In cases before the Crown Court, the defendant can request an 
indication from the judge of the likely maximum sentence that would be 
imposed should the defendant decide to plead guilty. Following the rule 
in R v Goodyear,
 it is only appropriate to give such an indication if requested by the 
defence with the defendant's written authorization; such indication is 
treated as binding on the court, but only if the defendant actually 
pleads guilty, and cannot prevent the sentence being appealed as unduly lenient.

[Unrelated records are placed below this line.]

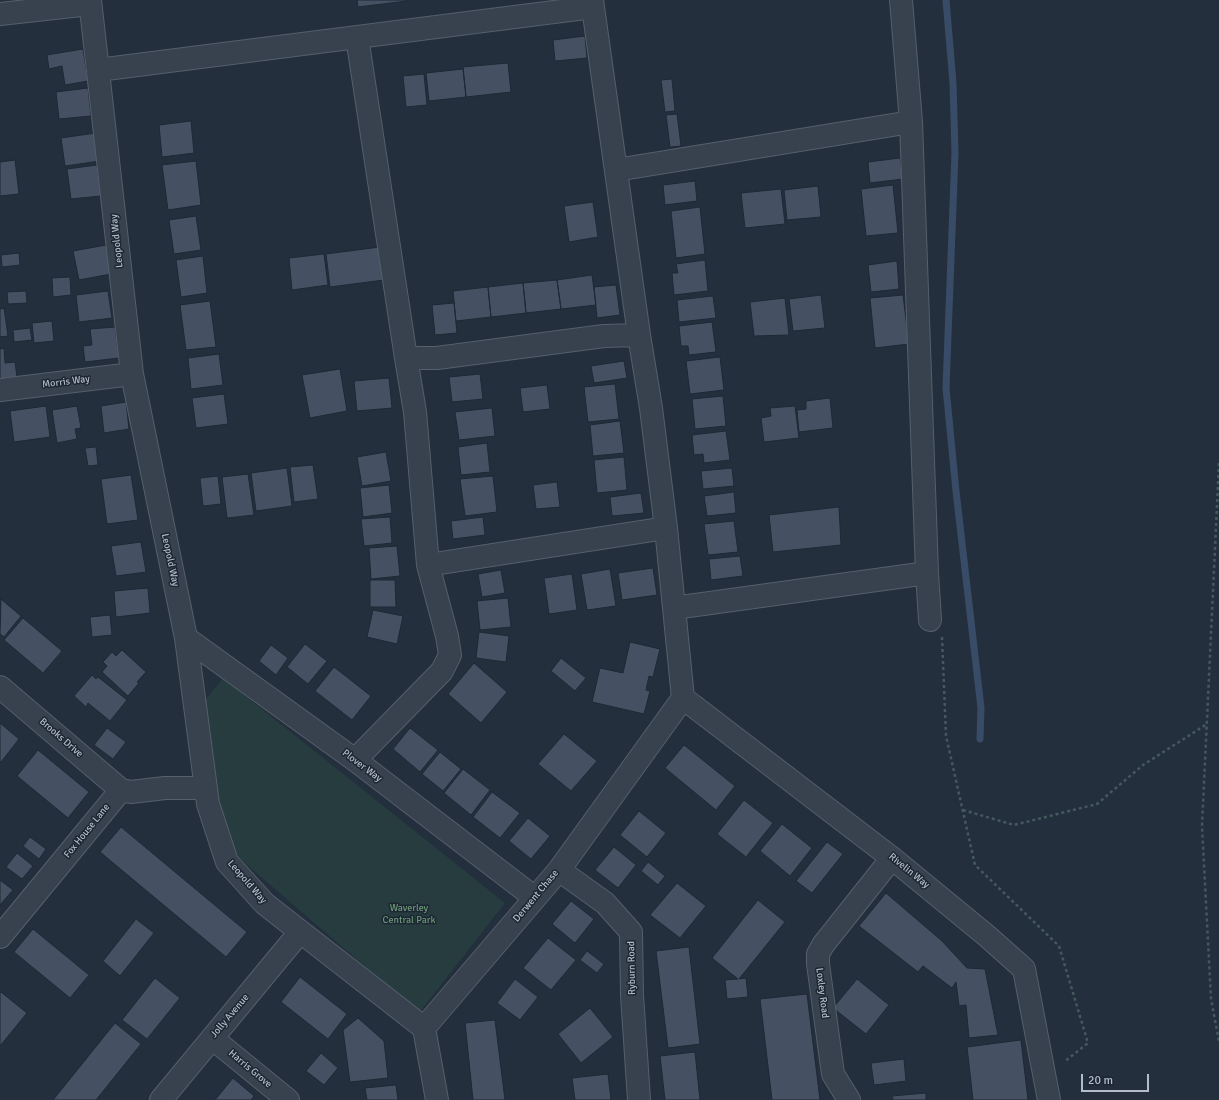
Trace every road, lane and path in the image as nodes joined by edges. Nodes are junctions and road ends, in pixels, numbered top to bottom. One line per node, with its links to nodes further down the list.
1 (901, 0): 7 (street)
2 (90, 2): 4 (street); 6 (street, Leopold Way)
3 (592, 4): 5 (street); 8 (street)
4 (0, 14)
5 (357, 37): 6 (street); 10 (street)
6 (98, 70): 11 (street, Leopold Way)
7 (911, 122): 8 (street); 16 (street)
8 (616, 170): 9 (street)
9 (639, 335): 10 (street); 14 (street)
10 (406, 358): 15 (street)
11 (132, 374): 12 (street, Morris Way); 19 (street, Leopold Way)
12 (0, 390)
13 (1219, 462): 22 (path)
14 (666, 528): 15 (street); 17 (street)
15 (428, 565): 23 (street)
16 (927, 573): 17 (street); 18 (street)
17 (674, 608): 21 (street)
18 (936, 626): 26 (path)
19 (186, 638): 23 (street, Plover Way); 24 (street, Leopold Way)
20 (0, 687): 25 (street, Brooks Drive)
21 (683, 698): 27 (street, Rivelin Way); 28 (street, Derwent Chase)
22 (1207, 724): 26 (path); 34 (path)
23 (355, 760): 29 (street, Plover Way)
24 (205, 788): 25 (street); 30 (street, Leopold Way)
25 (121, 790): 31 (street, Fox House Lane)
26 (962, 810): 35 (path)
27 (892, 858): 35 (street, Rivelin Way); 40 (street, Loxley Road)
28 (559, 870): 29 (street, Derwent Chase); 39 (street, Ryburn Road)
29 (535, 898): 32 (street, Derwent Chase)
30 (300, 932): 32 (street, Leopold Way); 33 (street, Jolly Avenue)
31 (0, 937)
32 (424, 1028): 38 (street)
33 (212, 1038): 36 (street, Jolly Avenue); 37 (street, Harris Grove)
34 (1219, 1041)
35 (1045, 1077): 41 (street, Rivelin Way)
36 (161, 1100)
37 (288, 1100)
38 (437, 1100)
39 (639, 1100)
40 (849, 1100)
41 (1049, 1100)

In the case of either way offences,
 the decision whether to deal with a case in a magistrates' court or the
 Crown Court is not made by magistrates until after a plea has been 
entered. A defendant is thus unable to plead guilty in exchange for 
having a case dealt with in magistrates' court (which has lesser 
sentencing powers).
Where the defendant pleads guilty or indicates an intention to do so, the guidelines set by the Sentencing Council typically require that they receive a discount on the sentence, with the amount of discount depending on the timing:
- Indicating a guilty plea at the first opportunity (typically the committal hearing in the magistrates' court): one third
 - Pleading guilty at a later hearing in the magistrates' court, or at 
the first hearing in crown court (typically the plea and case management
 hearing): one quarter
 - Pleading guilty on the first day of trial: one tenth
 
The discount can sometimes involve changing the type of punishment, such as substituting a prison sentence for community service. For some offences where a mandatory minimum sentence applies, section 73 of the Sentencing Act 2020 permits the sentence to be reduced this way up to 20 percent below the minimum.

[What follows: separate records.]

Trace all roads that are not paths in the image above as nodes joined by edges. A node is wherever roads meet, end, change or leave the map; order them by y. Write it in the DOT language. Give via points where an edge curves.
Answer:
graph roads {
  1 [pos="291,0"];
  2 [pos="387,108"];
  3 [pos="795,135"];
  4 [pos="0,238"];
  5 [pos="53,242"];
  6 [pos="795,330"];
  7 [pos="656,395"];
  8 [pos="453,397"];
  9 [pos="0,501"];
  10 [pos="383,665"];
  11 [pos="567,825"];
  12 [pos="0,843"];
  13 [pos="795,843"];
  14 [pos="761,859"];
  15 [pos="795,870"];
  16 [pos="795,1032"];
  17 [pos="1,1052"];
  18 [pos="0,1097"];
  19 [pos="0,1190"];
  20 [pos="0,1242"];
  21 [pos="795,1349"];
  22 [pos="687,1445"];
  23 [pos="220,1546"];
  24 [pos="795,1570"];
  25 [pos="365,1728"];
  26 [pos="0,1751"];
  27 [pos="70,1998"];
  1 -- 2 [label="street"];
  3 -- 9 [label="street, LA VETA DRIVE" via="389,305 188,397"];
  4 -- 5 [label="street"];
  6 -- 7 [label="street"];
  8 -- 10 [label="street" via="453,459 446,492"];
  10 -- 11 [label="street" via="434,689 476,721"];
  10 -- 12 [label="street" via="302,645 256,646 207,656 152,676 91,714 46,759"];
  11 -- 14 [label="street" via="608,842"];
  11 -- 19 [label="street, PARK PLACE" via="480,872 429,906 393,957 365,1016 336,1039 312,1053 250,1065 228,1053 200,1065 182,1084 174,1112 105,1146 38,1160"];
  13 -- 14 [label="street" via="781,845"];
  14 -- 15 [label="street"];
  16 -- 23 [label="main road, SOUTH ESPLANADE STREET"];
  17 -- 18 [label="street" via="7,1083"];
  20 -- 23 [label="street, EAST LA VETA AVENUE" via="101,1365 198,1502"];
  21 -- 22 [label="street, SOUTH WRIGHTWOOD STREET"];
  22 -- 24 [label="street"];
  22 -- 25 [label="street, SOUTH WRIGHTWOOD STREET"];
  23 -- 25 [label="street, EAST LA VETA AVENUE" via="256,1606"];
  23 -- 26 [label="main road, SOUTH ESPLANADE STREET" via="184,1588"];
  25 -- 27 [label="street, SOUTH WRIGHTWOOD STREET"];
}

Section 73 requires the court to take into account the 
circumstances under which an indication to plead guilty was made in 
addition to its timing.
India
Plea bargaining was introduced in India by The Criminal Law (Amendment) Act, 2005, which amended the Code of Criminal Procedure and introduced a new chapter, XXI(A), in the code, enforceable from July 5, 2006.

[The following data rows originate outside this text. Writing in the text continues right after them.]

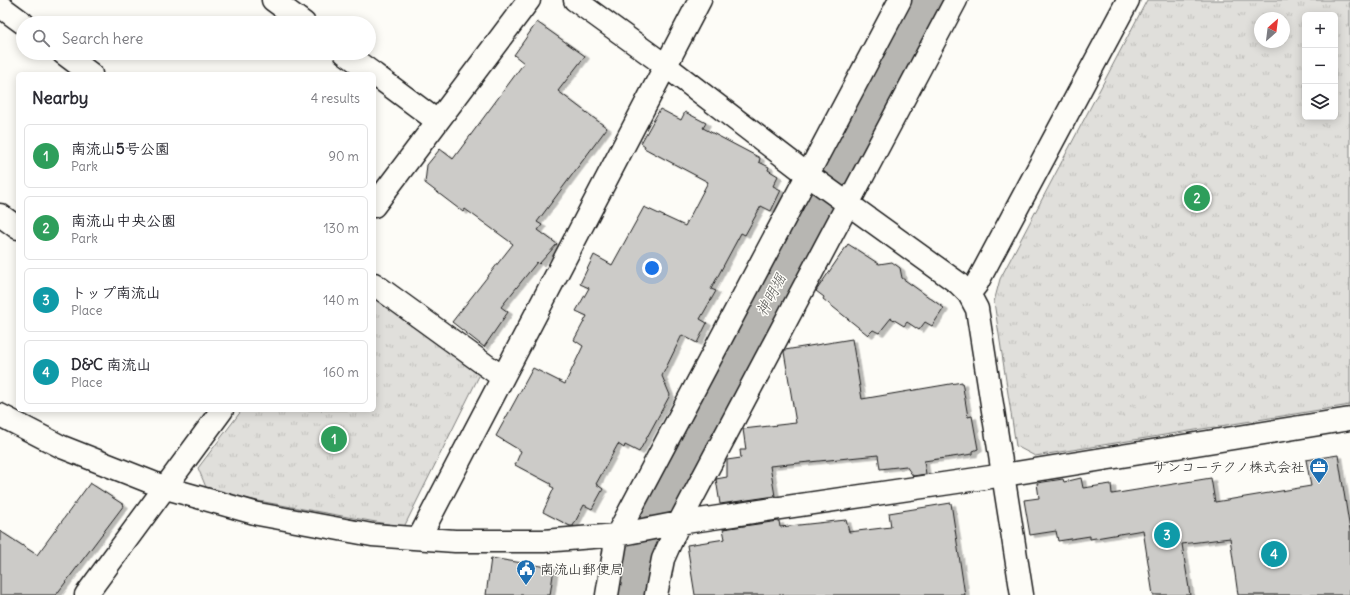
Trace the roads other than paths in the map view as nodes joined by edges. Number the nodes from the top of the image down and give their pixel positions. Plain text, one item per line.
1 (273, 0) edge
2 (529, 0) edge
3 (575, 0) edge
4 (700, 0) edge
5 (900, 0) edge
6 (956, 0) edge
7 (1128, 0) edge
8 (0, 6) edge
9 (295, 16) edge
10 (16, 18) edge
11 (72, 60) edge
12 (355, 60) edge
13 (666, 66) junction
14 (88, 72) edge
15 (371, 72) edge
16 (376, 75) edge
17 (438, 121) junction
18 (813, 178) junction
19 (845, 200) junction
20 (376, 203) edge
21 (0, 215) edge
22 (16, 227) edge
23 (376, 285) edge
24 (969, 294) junction
25 (502, 377) junction
26 (221, 412) edge
27 (0, 415) edge
28 (1350, 419) edge
29 (1004, 475) junction
30 (166, 488) junction
31 (679, 524) junction
32 (617, 535) junction
33 (419, 538) junction
34 (86, 595) edge
35 (607, 595) edge
36 (656, 595) edge
37 (1022, 595) edge

1 - 9 street
2 - 17 street
3 - 13 street
4 - 13 street
5 - 18 street
6 - 19 street
7 - 24 street
8 - 10 street
11 - 14 street
12 - 15 street
13 - 18 street
13 - 25 street
16 - 17 street
17 - 20 street
18 - 19 street
18 - 32 street
19 - 24 street
19 - 31 street
21 - 22 street
23 - 25 street
24 - 29 street
25 - 33 street
26 - 30 street
27 - 30 street
28 - 29 street
29 - 31 street
29 - 37 street
30 - 33 street
30 - 34 street
31 - 32 street
31 - 36 street
32 - 33 street
32 - 35 street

 It allows plea bargaining for cases in which the maximum punishment is 
imprisonment for seven years or less; however, offenses affecting the 
socio-economic condition of the country and offenses committed against a
 woman or a child below 14 are excluded.
In 2007, the Sakharam Bandekar case became the first such case in
 India where the accused, Sakharam Bandekar, requested lesser punishment
 in return for confessing to his crime (using plea bargaining). However,
 the court rejected his plea and accepted the CBI's argument that the accused was facing serious charges of corruption. Finally, the court convicted Bandekar and sentenced him to three years' imprisonment.
Pakistan
Plea 
bargaining as a formal legal provision was introduced in Pakistan by the
 National Accountability Ordinance 1999, an anti-corruption law. A 
special feature of this plea bargain is that the accused applies for it,
 accepting guilt, and offers to return the proceeds of corruption as 
determined by investigators and prosecutors. After an endorsement by the
 Chairman National Accountability Bureau, the request is presented 
before the court, which decides whether it should be accepted or not. If
 the request for plea bargain is accepted by the court, the accused 
stands convicted but neither is sentenced if in trial nor undergoes any 
sentence previously pronounced by a lower court if in appeal. The 
accused is disqualified to take part in elections, hold any public 
office, or obtain a loan from any bank; the accused is also dismissed 
from service if a government official.
In other cases, formal plea bargains in Pakistan are limited, but
 the prosecutor has the authority to drop a case or a charge in a case 
and, in practice, often does so, in return for a defendant pleading 
guilty on some lesser charge. No bargaining takes place over the 
penalty, which is the court's sole privilege.
United States
Plea bargaining is a significant part of the criminal justice system in the United States; the vast majority (roughly 90%) of criminal cases in the United States are settled by plea bargain rather than by a jury trial. Plea bargains are subject to the approval of the court, and different states and jurisdictions have different rules. The Federal Sentencing Guidelines
 are followed in federal cases and have been created to ensure a 
standard of uniformity in all cases decided in the federal courts. A 
two- or three-level offense level reduction is usually available for 
those who accept responsibility
 by not holding the prosecution to the burden of proving its case; this 
usually amounts to a complete sentence reduction had they gone to trial 
and lost.
The Federal Rules of Criminal Procedure
 provide for two main types of plea agreements. An 11(c)(1)(B) agreement
 does not bind the court; the prosecutor's recommendation is merely 
advisory, and the defendant cannot withdraw their plea if the court 
decides to impose a sentence other than what was stipulated in the 
agreement. An 11(c)(1)(C) agreement, however, binds the court once the 
court accepts the agreement. When such an agreement is proposed, the 
court can reject it if it disagrees with the proposed sentence, in which
 case the defendant has an opportunity to withdraw their plea.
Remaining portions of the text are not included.